IBaby Month One: Maternal Depression, Stress, and Technology Use

Overview

This project examined whether parenting stress and tech-related distraction are associated with depression risk one month postpartum.

Data

Sample: 65 mothers assessed one month after birth.
Outcome: CES-D–based depression indicator (score ≥ 13).
Predictors: parenting stress, perceived distraction, age, income, and marital status.

Given sample size, we used summarized scale scores (instead of item-level inputs) and removed cases with substantial missingness.

Methodology

We fit logistic regression for depression risk, used backward stepwise selection to keep the model interpretable, and standardized continuous predictors so odds ratios were easier to compare.

Key Findings

Higher parenting stress and higher perceived distraction were both associated with higher odds of depression. Maternal age was negatively associated with depression risk. Income and marital status were retained, suggesting possible socioeconomic/context effects.

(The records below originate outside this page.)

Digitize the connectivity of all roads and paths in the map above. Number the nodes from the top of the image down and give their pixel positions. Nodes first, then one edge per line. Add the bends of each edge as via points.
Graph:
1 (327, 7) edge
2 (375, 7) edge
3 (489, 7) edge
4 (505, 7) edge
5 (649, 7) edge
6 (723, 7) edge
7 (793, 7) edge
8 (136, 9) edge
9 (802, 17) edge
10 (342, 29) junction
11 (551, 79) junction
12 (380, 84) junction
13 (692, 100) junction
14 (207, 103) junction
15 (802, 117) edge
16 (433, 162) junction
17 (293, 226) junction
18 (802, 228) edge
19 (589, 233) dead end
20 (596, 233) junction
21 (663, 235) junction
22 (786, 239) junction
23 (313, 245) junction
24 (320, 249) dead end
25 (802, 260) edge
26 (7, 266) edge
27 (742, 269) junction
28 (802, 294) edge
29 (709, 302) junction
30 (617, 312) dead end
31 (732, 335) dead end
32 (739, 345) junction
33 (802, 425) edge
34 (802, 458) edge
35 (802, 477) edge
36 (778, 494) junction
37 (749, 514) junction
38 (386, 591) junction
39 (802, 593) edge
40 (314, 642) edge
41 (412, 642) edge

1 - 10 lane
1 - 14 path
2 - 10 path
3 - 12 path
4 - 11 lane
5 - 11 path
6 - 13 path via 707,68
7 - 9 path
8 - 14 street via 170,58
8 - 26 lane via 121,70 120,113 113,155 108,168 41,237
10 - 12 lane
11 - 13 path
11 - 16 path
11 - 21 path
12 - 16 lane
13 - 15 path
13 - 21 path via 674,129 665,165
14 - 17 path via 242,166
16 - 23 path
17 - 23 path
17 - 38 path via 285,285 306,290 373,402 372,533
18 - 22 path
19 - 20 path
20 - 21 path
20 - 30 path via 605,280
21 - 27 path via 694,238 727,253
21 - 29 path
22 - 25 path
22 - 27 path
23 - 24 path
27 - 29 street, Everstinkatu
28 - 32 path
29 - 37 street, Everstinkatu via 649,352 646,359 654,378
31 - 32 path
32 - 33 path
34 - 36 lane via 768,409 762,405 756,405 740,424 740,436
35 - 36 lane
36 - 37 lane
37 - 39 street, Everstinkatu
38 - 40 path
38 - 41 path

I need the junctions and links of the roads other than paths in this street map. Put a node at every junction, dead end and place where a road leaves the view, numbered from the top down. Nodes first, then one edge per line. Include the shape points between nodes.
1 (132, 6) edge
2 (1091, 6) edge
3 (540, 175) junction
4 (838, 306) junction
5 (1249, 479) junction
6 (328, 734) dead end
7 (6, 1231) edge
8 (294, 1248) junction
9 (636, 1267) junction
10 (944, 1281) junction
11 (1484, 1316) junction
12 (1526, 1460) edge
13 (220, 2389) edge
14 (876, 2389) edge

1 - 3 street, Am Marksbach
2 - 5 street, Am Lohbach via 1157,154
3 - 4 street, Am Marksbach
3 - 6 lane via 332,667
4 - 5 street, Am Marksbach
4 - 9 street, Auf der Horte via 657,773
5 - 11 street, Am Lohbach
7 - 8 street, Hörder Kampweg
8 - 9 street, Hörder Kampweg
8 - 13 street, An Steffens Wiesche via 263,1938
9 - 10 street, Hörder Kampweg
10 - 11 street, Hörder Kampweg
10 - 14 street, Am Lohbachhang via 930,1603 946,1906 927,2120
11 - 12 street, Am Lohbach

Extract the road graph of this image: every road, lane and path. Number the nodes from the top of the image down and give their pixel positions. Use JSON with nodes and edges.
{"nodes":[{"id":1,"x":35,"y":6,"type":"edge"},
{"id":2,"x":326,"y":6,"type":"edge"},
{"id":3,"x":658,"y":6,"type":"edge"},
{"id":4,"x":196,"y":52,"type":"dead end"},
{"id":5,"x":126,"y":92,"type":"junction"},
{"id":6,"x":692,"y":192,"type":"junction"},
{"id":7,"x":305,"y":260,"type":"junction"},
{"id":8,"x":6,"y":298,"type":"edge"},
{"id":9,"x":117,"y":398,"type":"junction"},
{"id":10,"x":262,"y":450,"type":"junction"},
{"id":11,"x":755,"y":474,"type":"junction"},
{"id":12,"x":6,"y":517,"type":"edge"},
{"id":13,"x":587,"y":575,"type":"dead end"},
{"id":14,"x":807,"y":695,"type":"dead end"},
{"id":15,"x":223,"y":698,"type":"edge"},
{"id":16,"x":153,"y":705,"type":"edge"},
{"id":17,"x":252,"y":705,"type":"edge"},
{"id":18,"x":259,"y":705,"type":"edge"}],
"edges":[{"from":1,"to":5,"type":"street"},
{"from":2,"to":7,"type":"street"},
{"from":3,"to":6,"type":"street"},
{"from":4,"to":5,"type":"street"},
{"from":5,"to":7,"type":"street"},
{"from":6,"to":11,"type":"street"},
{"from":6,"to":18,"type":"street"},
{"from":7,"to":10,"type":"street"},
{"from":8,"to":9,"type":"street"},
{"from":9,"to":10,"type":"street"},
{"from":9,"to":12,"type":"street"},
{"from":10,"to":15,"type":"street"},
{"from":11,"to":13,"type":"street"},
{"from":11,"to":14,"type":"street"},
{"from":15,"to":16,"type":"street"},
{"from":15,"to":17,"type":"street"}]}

Model Performance and Diagnostics

The final model showed strong in-sample discrimination (ROC AUC ≈ 0.91). Diagnostics did not suggest major assumption violations or severe multicollinearity.

Interpretation and Limitations

Findings support a meaningful association between stress/distraction and early postpartum depression, but this is observational work with a modest sample. Effect sizes should be interpreted cautiously, especially for demographic terms that may be sensitive to sample imbalance and unmeasured confounding.

Tools

SAS (logistic regression, model selection, diagnostics).